Credit: Ford

Ford and Intel are exploring a type of car that responds to your face and your gestures. Can they do it? Much attention is paid to talking about autonomous smart cars of the future In terms of how they can help the driver keep a safe distance from the cars near them and maintain safe position in traffic lanes as well as introducing technology for easy parking. Now Intel and Ford are joining forces to improve the driver experience in a variety of ways where driver and vehicle are quite, to use the ubiquitous phrase, connected. Project Mobii is a joint research effort announced by Intel and the Ford Motor Company. The Intel-Ford undertaking is called Project Mobii, which stands for Mobile Interior Imaging. In a video, Tim Plowman, experience solutions architect, Intel Labs, discussed some questions that reveal what Intel and Ford are thinking about when they refer to interior imaging.

Plowman said the questions that have been explored are how can we improve the driving experience if we combine interior cameras, sensor data and driver behavioral patterns? What if we could look into the interior of the car from anywhere in the world using a phone? What if we could check to make sure nobody is in the car who should not be? (A mobile phone app would enable a driver to remotely access the vehicle, allowing for a quick check of belongings left inside or authorizing/declining other drivers to operate the vehicle.) What if we could identify various drivers with face recognition and enable user preferences? What if while driving the car we could make a simple gesture such as pointing to the ceiling and match it with a simple voice command, saying open, for the sunroof to open?

The technologies being explored signal new driver-car connections for privacy controls and for easy management of user preferences. The Mobii research going into the project has been a collaboration between Intel ethnographers, anthropologists and engineers alongside Ford research engineers, and incorporates perceptual computing technology. Interior imaging is at the research, not product, stage. "Our goal with the Mobii research is to explore how interact with technology in the car and how we can then make that interaction more intuitive and predictive," said Paul Mascarenas, chief technical officer and vice president, Ford Research and Innovation. Two areas emerge as key to the project: (1) enabling technology in , allowing the vehicle's driver to perform intuitive interactions and (2) enabling technology in facial recognition, for improved safety and parental controls.

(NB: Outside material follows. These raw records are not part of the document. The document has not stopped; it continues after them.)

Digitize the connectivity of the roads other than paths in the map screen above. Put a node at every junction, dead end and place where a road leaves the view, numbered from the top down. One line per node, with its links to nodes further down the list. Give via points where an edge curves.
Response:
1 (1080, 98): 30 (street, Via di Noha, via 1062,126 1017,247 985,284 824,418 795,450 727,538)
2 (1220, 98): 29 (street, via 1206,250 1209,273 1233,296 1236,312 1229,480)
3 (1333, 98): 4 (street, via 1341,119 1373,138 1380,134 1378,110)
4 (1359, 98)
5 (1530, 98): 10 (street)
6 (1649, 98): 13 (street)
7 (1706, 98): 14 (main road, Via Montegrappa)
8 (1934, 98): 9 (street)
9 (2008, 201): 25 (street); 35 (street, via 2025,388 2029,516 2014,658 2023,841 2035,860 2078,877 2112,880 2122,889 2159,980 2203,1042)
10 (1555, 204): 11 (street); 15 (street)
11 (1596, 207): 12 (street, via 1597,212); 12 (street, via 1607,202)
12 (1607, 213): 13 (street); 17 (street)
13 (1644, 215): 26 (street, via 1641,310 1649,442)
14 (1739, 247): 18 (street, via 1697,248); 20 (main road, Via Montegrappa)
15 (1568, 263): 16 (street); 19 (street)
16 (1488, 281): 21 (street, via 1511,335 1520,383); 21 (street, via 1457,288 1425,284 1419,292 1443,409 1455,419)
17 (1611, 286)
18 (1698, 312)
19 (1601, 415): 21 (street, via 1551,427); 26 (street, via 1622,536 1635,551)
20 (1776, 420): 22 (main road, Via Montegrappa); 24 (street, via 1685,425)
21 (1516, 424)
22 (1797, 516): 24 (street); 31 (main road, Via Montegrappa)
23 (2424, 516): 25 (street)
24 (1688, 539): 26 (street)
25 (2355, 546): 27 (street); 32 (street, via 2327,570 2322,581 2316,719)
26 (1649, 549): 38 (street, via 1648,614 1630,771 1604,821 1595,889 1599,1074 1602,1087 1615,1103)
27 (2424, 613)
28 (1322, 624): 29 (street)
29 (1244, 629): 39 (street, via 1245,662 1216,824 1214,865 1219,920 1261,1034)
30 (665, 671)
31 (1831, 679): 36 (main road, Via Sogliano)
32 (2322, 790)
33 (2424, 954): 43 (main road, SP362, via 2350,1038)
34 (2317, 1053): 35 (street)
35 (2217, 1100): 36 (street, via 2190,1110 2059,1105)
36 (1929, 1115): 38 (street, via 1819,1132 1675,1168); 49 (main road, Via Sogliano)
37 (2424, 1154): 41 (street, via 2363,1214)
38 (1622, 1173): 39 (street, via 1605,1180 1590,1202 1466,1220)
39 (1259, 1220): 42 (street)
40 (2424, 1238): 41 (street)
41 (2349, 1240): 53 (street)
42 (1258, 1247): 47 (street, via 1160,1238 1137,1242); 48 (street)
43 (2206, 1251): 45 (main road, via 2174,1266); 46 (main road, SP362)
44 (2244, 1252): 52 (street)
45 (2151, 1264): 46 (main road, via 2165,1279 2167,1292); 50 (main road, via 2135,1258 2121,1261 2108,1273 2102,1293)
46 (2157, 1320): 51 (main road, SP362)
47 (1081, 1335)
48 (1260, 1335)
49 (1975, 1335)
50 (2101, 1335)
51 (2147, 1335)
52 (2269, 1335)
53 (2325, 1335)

The scenarios could be like these, according to the press release: Upon entering the vehicle, the driver is authenticated by Project Mobii through a front-facing camera using facial software recognition. Information displayed is specific to that driver, such as calendar, music and contacts. If Project Mobii detects a passenger in the car, a privacy mode can turn information into just a display of navigation. If Project Mobii does not recognize the driver, a photo is sent to the primary vehicle owner's smartphone. The owner can set permissions and specify features that should be enabled or disabled. (The press release said, for example, If the driver is the child of the vehicle owner, restrictions could be automatically set to require safety belt use and limits on speed, audio volume or mobile phone use while driving.) As for gesture recognition software, the release said that "A combination of natural gestures and simple voice commands can simplify such tasks as turning the heat up and down, or opening and closing a sunroof while driving."